Report every line of the material that contains the string "dead".

────────────────────

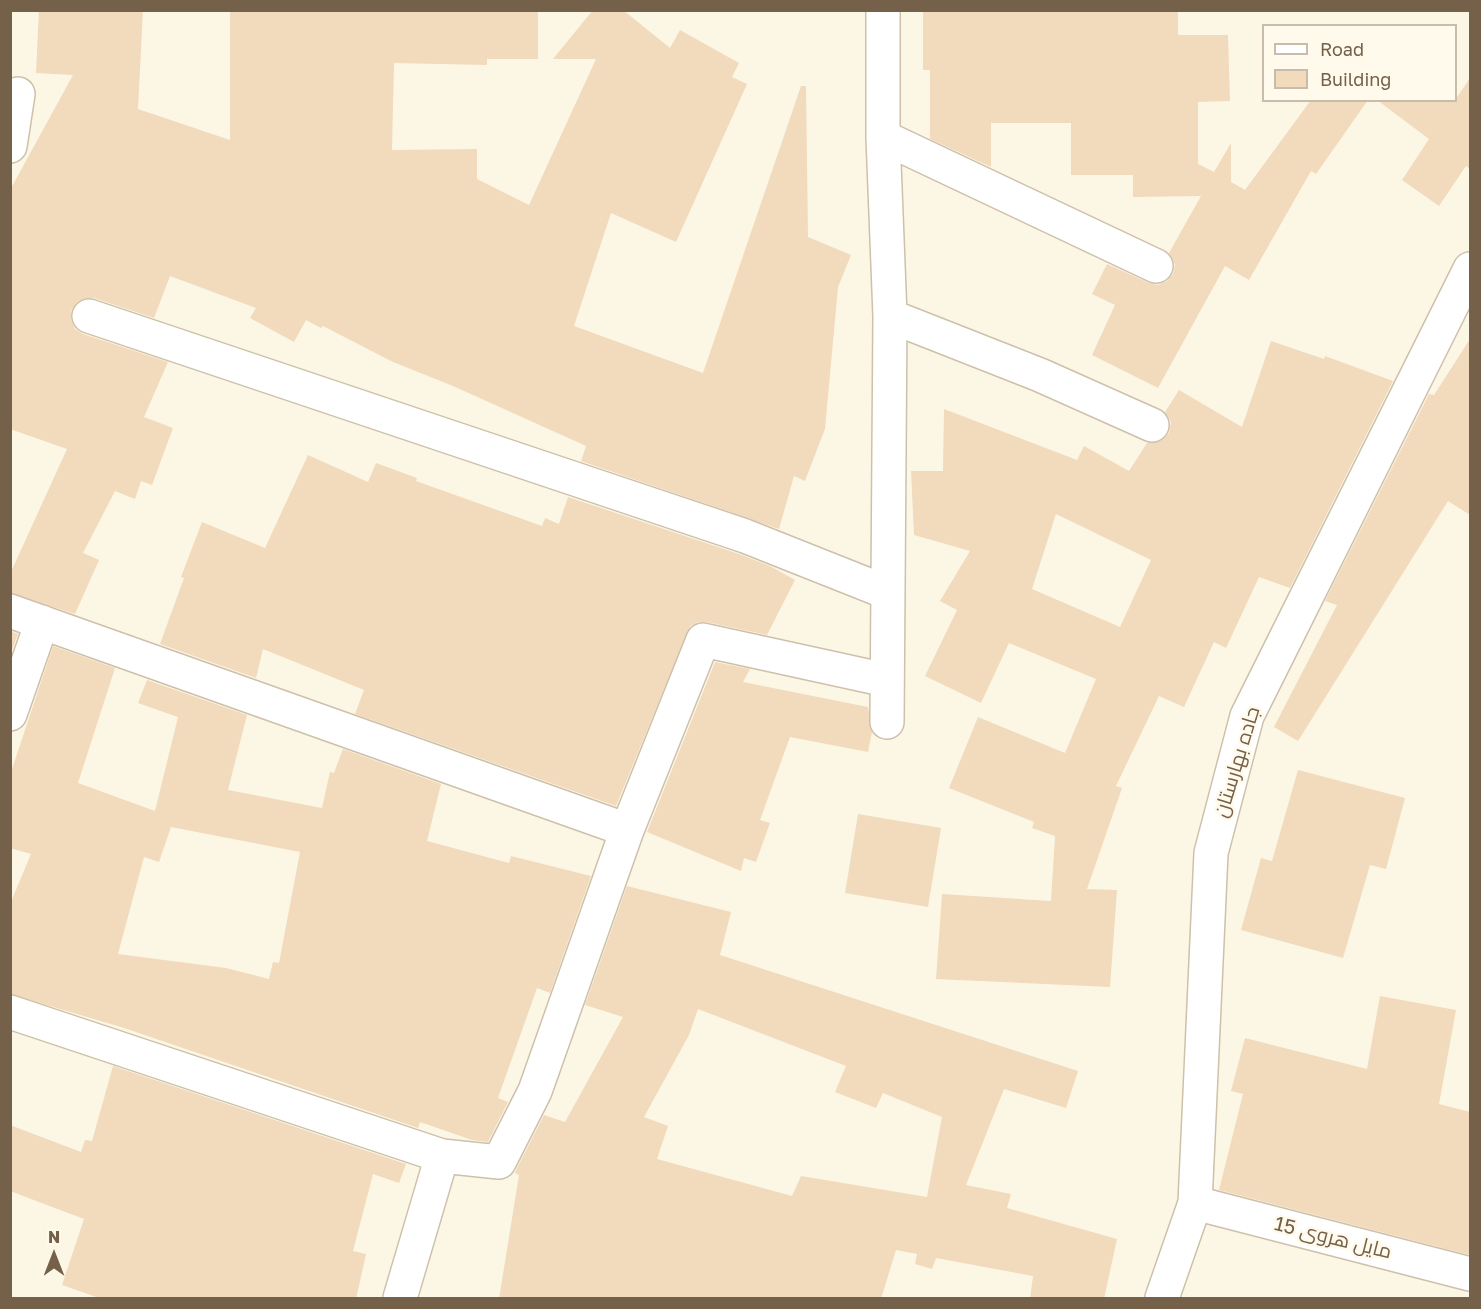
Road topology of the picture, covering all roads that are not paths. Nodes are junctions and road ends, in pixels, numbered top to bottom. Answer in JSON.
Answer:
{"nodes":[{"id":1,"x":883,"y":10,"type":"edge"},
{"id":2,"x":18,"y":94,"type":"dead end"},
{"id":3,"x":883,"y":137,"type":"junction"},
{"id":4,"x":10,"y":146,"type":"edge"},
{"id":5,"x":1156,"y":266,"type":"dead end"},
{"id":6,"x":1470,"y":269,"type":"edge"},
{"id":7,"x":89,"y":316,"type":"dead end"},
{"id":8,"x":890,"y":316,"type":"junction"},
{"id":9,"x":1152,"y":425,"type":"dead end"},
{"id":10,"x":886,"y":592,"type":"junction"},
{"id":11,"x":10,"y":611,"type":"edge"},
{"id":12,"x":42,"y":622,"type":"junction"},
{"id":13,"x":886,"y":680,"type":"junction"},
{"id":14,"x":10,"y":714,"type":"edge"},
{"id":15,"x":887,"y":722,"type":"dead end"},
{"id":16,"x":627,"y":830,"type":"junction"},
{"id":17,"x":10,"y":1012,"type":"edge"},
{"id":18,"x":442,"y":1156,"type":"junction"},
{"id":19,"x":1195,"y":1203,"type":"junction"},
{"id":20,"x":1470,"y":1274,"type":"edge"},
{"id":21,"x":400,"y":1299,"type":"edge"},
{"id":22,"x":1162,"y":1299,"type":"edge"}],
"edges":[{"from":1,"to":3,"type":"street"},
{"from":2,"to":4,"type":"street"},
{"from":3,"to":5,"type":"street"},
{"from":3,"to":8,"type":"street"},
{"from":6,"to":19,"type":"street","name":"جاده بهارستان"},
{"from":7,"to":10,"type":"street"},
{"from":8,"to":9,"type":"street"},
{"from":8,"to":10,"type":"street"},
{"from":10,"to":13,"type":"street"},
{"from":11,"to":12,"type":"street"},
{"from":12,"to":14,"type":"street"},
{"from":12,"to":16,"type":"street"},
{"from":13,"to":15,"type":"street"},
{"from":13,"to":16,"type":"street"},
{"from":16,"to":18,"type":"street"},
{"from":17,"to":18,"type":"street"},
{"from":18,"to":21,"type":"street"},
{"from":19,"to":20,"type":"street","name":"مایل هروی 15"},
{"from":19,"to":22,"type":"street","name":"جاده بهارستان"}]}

────────────────────

▸ PROBLEM SOLUTION
{"id":2,"x":18,"y":94,"type":"dead end"},
{"id":5,"x":1156,"y":266,"type":"dead end"},
{"id":7,"x":89,"y":316,"type":"dead end"},
{"id":9,"x":1152,"y":425,"type":"dead end"},
{"id":15,"x":887,"y":722,"type":"dead end"},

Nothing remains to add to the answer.